● Brief:
Lines with the word "nodes" are the answer; copy each of them from the data below.

++++++++

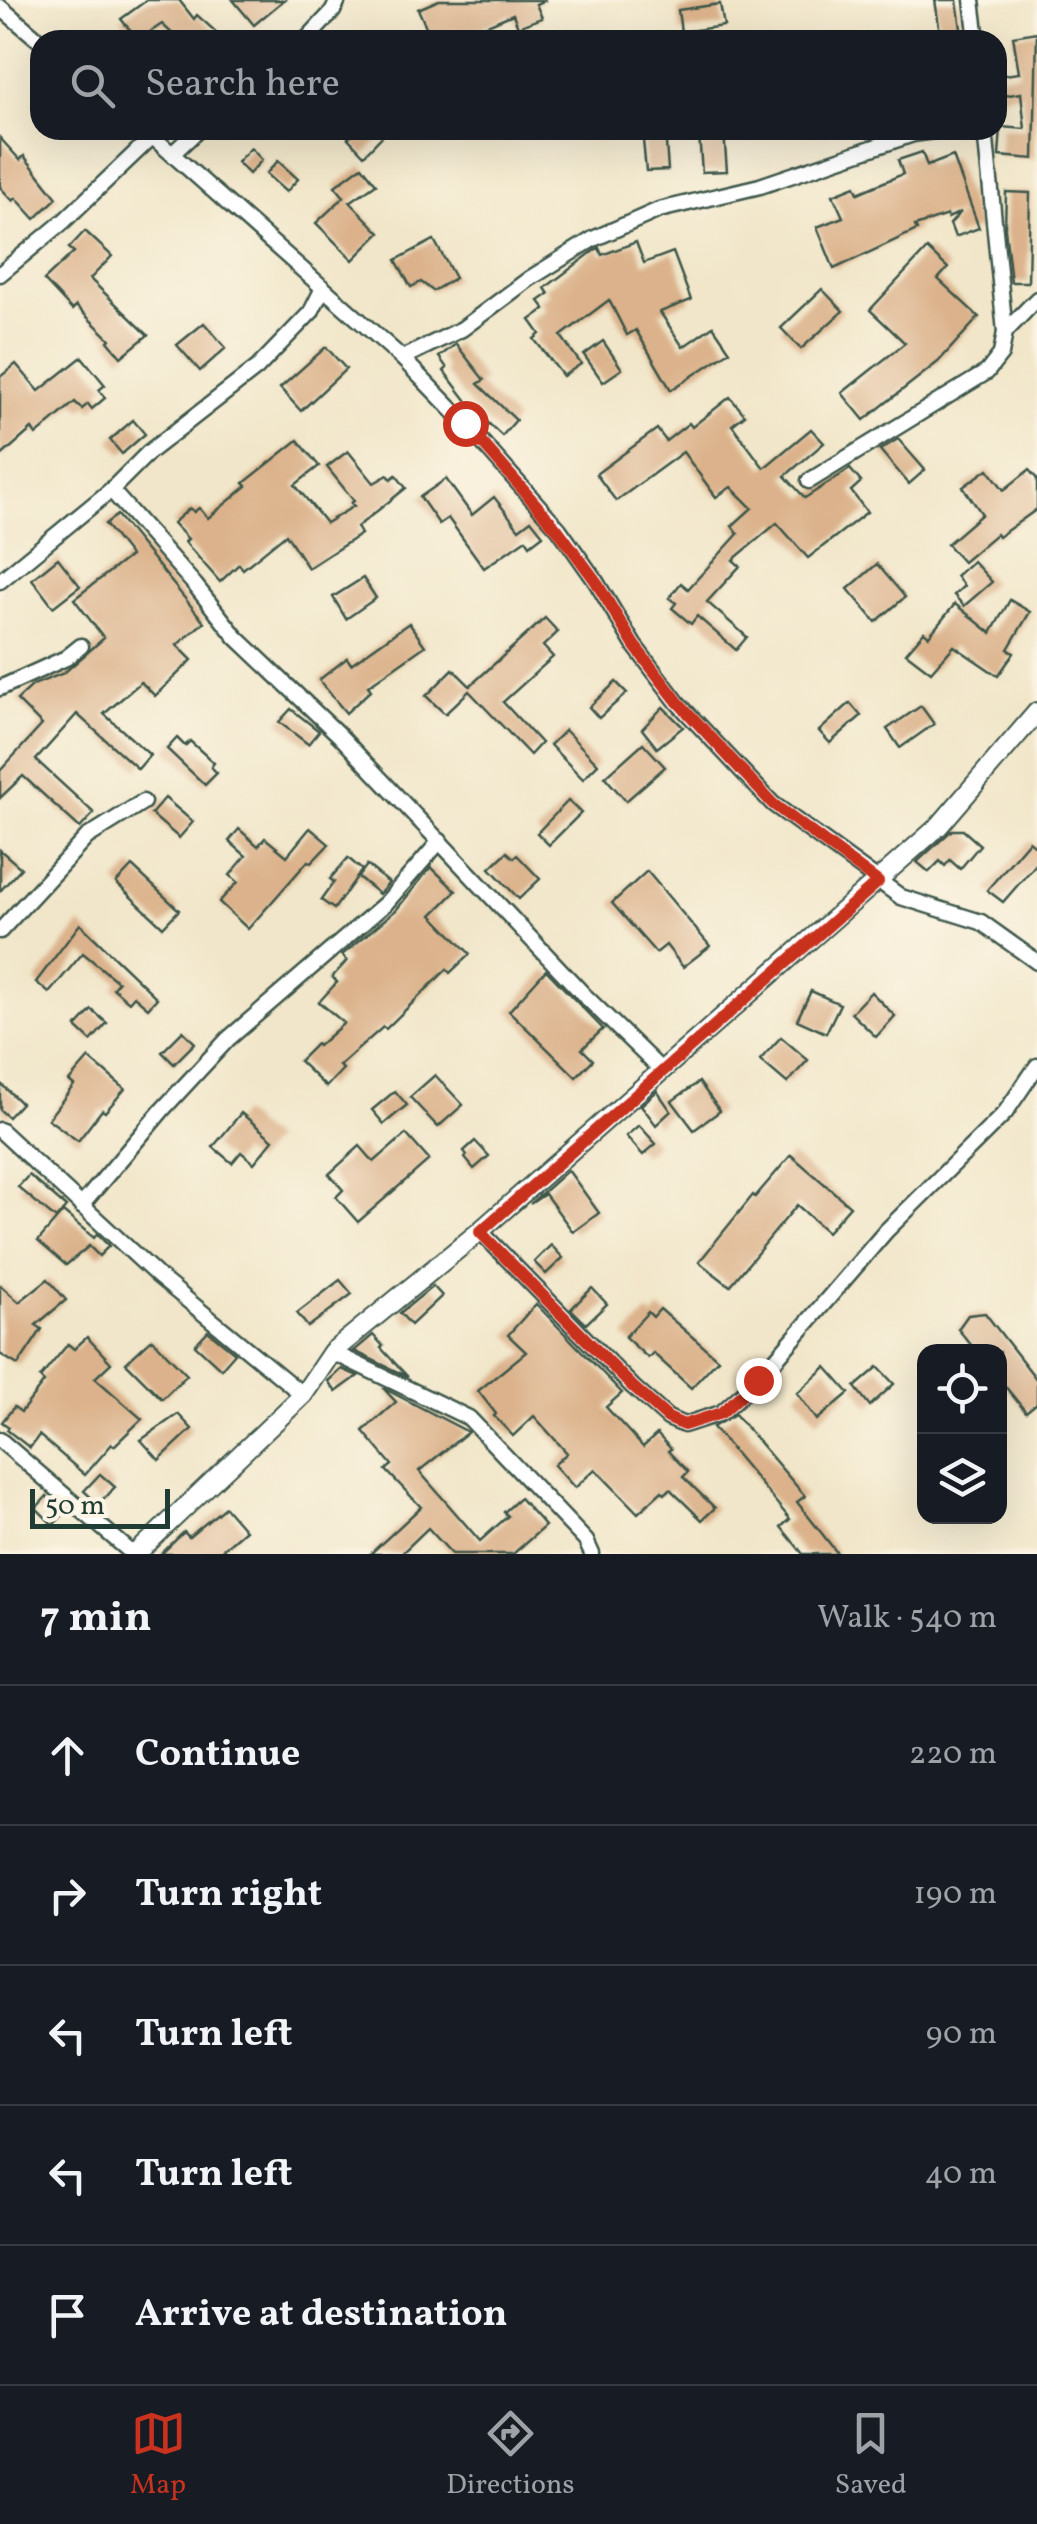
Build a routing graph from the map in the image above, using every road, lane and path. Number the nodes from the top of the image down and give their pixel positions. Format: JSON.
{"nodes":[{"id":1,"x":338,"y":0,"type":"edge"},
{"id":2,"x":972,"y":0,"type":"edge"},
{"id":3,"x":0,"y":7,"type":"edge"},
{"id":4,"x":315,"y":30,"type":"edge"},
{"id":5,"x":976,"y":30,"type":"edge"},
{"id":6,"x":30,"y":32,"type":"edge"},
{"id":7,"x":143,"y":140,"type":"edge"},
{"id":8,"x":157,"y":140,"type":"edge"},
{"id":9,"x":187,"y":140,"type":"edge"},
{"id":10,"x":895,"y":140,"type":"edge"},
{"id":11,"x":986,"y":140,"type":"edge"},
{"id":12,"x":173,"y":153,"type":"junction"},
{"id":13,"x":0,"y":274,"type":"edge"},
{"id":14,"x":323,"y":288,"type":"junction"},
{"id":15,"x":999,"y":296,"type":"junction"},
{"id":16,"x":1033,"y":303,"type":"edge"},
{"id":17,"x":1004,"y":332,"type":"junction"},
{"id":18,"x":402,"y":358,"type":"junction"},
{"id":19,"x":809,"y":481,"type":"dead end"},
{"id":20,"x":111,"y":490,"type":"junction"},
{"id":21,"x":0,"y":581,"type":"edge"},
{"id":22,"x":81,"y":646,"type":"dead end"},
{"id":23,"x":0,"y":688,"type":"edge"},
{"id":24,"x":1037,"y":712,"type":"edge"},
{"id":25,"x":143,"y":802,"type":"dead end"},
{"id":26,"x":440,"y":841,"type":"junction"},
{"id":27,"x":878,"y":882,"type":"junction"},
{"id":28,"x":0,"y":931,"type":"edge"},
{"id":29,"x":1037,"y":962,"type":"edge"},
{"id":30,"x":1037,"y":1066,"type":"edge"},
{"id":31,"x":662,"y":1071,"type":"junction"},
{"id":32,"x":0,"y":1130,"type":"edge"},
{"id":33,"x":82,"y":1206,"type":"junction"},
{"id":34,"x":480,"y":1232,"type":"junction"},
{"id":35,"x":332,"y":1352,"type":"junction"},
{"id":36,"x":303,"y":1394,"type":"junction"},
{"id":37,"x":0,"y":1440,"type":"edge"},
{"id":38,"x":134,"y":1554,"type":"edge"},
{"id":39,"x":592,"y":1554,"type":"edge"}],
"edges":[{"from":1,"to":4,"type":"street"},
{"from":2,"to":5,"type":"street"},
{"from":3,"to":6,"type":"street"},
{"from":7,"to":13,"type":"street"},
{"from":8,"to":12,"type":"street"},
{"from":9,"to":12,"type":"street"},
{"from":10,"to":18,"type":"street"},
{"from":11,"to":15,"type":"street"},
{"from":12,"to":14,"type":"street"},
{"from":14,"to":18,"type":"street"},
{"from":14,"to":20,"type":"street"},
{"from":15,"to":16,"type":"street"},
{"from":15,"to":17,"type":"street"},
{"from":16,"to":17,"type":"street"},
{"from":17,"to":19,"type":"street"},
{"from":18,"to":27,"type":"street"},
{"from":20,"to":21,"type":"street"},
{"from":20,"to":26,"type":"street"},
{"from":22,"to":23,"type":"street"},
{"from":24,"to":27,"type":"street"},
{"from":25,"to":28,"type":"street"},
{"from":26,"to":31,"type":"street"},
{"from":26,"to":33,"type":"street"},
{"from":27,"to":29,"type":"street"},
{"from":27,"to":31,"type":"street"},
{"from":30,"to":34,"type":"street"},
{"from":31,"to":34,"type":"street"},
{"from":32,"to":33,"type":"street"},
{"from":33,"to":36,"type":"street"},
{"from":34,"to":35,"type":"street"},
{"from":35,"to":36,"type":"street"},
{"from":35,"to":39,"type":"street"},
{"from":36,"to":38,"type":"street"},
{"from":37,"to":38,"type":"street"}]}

++++++++

● Task solution:
Build a routing graph from the map in the image above, using every road, lane and path. Number the nodes from the top of the image down and give their pixel positions. Format: JSON.
{"nodes":[{"id":1,"x":338,"y":0,"type":"edge"},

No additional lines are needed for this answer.